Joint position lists
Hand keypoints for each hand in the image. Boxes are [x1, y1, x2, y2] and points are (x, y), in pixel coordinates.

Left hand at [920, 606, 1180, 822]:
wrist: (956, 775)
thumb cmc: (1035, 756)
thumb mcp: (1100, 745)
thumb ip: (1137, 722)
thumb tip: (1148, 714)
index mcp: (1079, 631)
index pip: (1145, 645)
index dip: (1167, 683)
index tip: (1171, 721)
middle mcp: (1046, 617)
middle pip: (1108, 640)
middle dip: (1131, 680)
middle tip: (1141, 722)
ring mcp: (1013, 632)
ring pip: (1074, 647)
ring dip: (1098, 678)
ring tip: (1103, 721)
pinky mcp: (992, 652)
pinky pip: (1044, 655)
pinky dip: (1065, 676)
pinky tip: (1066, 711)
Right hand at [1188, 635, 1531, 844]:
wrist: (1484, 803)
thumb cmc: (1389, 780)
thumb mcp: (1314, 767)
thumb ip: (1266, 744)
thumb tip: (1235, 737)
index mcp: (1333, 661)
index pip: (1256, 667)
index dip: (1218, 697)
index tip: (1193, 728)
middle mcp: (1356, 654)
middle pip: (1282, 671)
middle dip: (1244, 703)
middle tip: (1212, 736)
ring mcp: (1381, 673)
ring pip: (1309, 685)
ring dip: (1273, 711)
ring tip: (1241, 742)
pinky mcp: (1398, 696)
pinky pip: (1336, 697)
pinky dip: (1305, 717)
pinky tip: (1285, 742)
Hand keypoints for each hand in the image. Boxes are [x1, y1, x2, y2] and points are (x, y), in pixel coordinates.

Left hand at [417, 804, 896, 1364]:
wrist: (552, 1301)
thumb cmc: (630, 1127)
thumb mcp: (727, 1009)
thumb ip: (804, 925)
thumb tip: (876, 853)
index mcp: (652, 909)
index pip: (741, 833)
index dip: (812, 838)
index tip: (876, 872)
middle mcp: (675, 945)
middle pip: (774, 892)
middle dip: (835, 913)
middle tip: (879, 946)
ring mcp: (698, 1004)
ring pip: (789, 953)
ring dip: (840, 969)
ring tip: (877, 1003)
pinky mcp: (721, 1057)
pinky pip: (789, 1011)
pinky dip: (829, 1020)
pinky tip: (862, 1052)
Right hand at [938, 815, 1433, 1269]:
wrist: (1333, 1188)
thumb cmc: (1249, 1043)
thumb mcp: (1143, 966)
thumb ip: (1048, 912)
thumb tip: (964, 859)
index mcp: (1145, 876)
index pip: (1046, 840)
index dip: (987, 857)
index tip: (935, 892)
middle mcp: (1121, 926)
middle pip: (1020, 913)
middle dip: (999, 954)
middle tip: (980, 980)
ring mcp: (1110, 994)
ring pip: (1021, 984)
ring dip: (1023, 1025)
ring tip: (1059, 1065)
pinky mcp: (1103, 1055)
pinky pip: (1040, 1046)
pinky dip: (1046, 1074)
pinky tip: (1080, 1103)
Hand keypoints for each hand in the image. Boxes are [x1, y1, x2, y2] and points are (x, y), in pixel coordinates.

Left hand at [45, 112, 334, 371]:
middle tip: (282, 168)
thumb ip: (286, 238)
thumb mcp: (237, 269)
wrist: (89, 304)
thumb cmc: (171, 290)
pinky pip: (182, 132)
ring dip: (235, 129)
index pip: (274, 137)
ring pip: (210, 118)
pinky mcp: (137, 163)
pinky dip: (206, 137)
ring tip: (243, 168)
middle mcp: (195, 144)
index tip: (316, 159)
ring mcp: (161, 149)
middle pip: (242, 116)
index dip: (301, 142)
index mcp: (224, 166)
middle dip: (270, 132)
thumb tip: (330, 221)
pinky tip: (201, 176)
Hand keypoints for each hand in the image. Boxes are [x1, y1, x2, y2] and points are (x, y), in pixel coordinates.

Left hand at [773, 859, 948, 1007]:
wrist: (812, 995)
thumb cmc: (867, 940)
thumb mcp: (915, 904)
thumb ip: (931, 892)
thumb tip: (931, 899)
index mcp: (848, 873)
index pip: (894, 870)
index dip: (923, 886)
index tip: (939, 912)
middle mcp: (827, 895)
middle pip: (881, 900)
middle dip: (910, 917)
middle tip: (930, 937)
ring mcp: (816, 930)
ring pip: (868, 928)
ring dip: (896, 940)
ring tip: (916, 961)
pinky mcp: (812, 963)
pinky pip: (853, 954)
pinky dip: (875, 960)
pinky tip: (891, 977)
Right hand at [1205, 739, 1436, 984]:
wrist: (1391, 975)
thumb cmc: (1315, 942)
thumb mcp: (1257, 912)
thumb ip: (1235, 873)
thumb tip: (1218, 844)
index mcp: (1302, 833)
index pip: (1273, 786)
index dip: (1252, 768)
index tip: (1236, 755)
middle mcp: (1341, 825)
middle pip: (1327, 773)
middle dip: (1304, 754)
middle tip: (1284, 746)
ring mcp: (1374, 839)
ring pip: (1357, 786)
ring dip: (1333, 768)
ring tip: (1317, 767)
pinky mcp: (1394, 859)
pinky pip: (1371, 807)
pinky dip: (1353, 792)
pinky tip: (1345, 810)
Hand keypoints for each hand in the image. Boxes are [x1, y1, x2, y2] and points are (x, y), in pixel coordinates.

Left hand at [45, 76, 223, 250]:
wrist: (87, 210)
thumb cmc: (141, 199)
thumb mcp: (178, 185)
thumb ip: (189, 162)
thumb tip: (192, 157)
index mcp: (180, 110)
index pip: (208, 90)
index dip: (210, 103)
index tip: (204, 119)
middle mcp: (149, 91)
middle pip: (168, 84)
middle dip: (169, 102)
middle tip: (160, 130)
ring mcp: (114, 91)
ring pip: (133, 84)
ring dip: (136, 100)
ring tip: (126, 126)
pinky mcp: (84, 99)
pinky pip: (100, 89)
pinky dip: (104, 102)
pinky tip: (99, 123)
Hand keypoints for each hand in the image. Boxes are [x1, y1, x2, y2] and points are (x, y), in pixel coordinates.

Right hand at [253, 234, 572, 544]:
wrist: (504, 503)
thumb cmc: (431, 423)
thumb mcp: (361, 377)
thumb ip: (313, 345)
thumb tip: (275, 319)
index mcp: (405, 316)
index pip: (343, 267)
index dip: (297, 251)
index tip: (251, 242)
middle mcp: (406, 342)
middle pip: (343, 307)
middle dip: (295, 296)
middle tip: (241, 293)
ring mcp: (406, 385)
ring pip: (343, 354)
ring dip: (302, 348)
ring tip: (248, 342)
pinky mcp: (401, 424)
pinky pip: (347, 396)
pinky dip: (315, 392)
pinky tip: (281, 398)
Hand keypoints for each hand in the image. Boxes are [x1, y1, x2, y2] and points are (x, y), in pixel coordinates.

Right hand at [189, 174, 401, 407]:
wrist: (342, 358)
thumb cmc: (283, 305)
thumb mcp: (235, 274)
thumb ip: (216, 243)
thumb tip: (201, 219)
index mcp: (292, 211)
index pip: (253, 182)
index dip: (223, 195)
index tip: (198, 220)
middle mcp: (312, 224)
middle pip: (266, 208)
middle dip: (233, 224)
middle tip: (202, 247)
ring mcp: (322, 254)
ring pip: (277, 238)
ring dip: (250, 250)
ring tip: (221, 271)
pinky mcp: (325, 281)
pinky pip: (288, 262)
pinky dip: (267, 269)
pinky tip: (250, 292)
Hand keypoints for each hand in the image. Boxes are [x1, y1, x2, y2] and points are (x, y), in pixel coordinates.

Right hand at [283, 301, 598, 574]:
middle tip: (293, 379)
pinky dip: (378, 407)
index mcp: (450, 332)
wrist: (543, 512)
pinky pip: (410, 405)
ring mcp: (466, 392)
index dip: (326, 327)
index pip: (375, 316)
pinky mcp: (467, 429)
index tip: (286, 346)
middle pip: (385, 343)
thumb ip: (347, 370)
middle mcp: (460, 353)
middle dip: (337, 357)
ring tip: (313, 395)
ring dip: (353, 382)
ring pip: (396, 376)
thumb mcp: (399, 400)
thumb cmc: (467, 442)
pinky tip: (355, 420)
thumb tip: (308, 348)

Assignment -
Reproduce the line containing "index pip: (343, 267)" and every line after it. Stop at the last line of the records, and add nothing.

Task answer -
index pip: (343, 267)
index dip: (297, 251)
index tip: (251, 242)
middle mcp: (406, 342)
middle pip: (343, 307)
middle dip: (295, 296)
middle tip: (241, 293)
ring mcp: (406, 385)
ring pip: (343, 354)
ring dip: (302, 348)
ring tip: (248, 342)
pinky mcp: (401, 424)
pinky pip: (347, 396)
pinky dip: (315, 392)
pinky tip: (281, 398)
Hand keypoints for each hand in the image. Boxes are [x1, y1, x2, y2] and points are (x, y), in pixel coordinates.

Right hand at [189, 174, 401, 407]:
wrist: (342, 358)
thumb cmc: (283, 305)
thumb mcp: (235, 274)
thumb ip: (216, 243)
thumb tip: (201, 219)
index mcp: (292, 211)
index pip: (253, 182)
index dip: (223, 195)
index tip: (198, 220)
middle mcp: (312, 224)
middle pip: (266, 208)
middle dip: (233, 224)
middle tip: (202, 247)
ring mcp: (322, 254)
ring pip: (277, 238)
ring dip: (250, 250)
ring tip: (221, 271)
pinky mcp: (325, 281)
pinky pip: (288, 262)
pinky dip: (267, 269)
pinky tip: (250, 292)
Hand keypoints for each hand in the image. Boxes are [x1, y1, x2, y2] and points are (x, y), in pixel coordinates.

Right hand at [283, 301, 598, 574]:
middle tip: (293, 379)
pinky dip: (378, 407)
index mcp: (450, 332)
wrist: (543, 512)
pinky pip: (410, 405)
ring mcp: (466, 392)
index dip: (326, 327)
index pip: (375, 316)
pinky mcp: (467, 429)
index tip: (286, 346)
middle pip: (385, 343)
thumb ip: (347, 370)
middle mcp: (460, 353)
middle dip: (337, 357)
ring tip: (313, 395)
ring dip: (353, 382)
ring pip: (396, 376)
thumb mcp: (399, 400)
thumb cmc: (467, 442)
pinky tip: (355, 420)
thumb tip: (308, 348)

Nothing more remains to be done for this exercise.